## Your goal:
Exclude all pictures from your copy of the data below, which should otherwise match exactly.
*** Exercise data ***
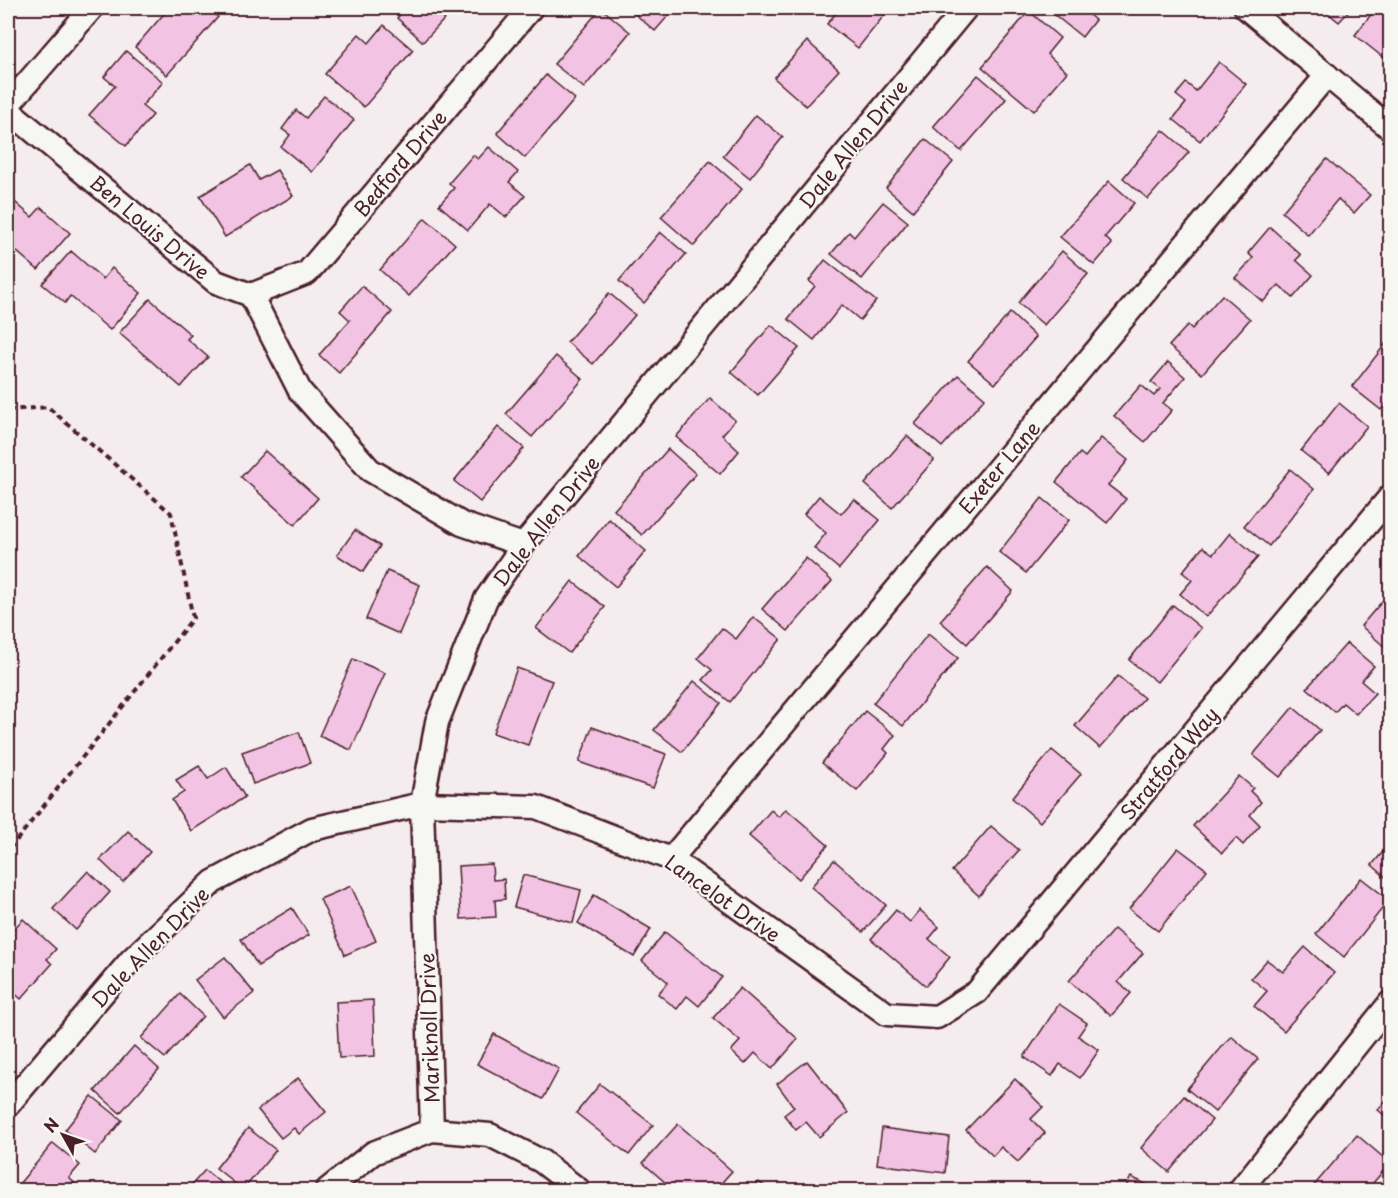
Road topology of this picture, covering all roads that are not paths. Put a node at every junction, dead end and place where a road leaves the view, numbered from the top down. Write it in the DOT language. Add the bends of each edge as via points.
graph roads {
  1 [pos="92,8"];
  2 [pos="531,8"];
  3 [pos="966,8"];
  4 [pos="1246,8"];
  5 [pos="1327,75"];
  6 [pos="8,107"];
  7 [pos="1390,128"];
  8 [pos="251,295"];
  9 [pos="1390,497"];
  10 [pos="523,545"];
  11 [pos="422,804"];
  12 [pos="671,859"];
  13 [pos="1390,1003"];
  14 [pos="937,1017"];
  15 [pos="8,1105"];
  16 [pos="432,1130"];
  17 [pos="327,1191"];
  18 [pos="579,1191"];
  19 [pos="1240,1191"];
  1 -- 6 [label="street"];
  2 -- 8 [label="street, Bedford Drive" via="307,273"];
  3 -- 10 [label="street, Dale Allen Drive"];
  4 -- 5 [label="street"];
  5 -- 7 [label="street"];
  5 -- 12 [label="street, Exeter Lane"];
  6 -- 8 [label="street, Ben Louis Drive" via="216,282"];
  8 -- 10 [label="street" via="300,391 370,470 462,524"];
  9 -- 14 [label="street, Stratford Way" via="977,992"];
  10 -- 11 [label="street, Dale Allen Drive" via="486,599 437,722"];
  11 -- 12 [label="street, Lancelot Drive" via="536,807"];
  11 -- 15 [label="street, Dale Allen Drive" via="312,829 213,882 131,960"];
  11 -- 16 [label="street, Mariknoll Drive"];
  12 -- 14 [label="street, Lancelot Drive" via="887,1014"];
  13 -- 19 [label="street"];
  16 -- 17 [label="street, Mariknoll Drive" via="373,1153"];
  16 -- 18 [label="street" via="490,1135 541,1161"];
}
*** End of Exercise data ***
## Output for this exercise:
Road topology of this picture, covering all roads that are not paths. Put a node at every junction, dead end and place where a road leaves the view, numbered from the top down. Write it in the DOT language. Add the bends of each edge as via points.
graph roads {
  1 [pos="92,8"];
  2 [pos="531,8"];
  3 [pos="966,8"];
  4 [pos="1246,8"];
  5 [pos="1327,75"];
  6 [pos="8,107"];
  7 [pos="1390,128"];
  8 [pos="251,295"];
  9 [pos="1390,497"];
  10 [pos="523,545"];
  11 [pos="422,804"];
  12 [pos="671,859"];
  13 [pos="1390,1003"];
  14 [pos="937,1017"];
  15 [pos="8,1105"];
  16 [pos="432,1130"];
  17 [pos="327,1191"];
  18 [pos="579,1191"];
  19 [pos="1240,1191"];
  1 -- 6 [label="street"];
  2 -- 8 [label="street, Bedford Drive" via="307,273"];
  3 -- 10 [label="street, Dale Allen Drive"];
  4 -- 5 [label="street"];
  5 -- 7 [label="street"];
  5 -- 12 [label="street, Exeter Lane"];
  6 -- 8 [label="street, Ben Louis Drive" via="216,282"];
  8 -- 10 [label="street" via="300,391 370,470 462,524"];
  9 -- 14 [label="street, Stratford Way" via="977,992"];
  10 -- 11 [label="street, Dale Allen Drive" via="486,599 437,722"];
  11 -- 12 [label="street, Lancelot Drive" via="536,807"];
  11 -- 15 [label="street, Dale Allen Drive" via="312,829 213,882 131,960"];
  11 -- 16 [label="street, Mariknoll Drive"];
  12 -- 14 [label="street, Lancelot Drive" via="887,1014"];
  13 -- 19 [label="street"];
  16 -- 17 [label="street, Mariknoll Drive" via="373,1153"];
  16 -- 18 [label="street" via="490,1135 541,1161"];
}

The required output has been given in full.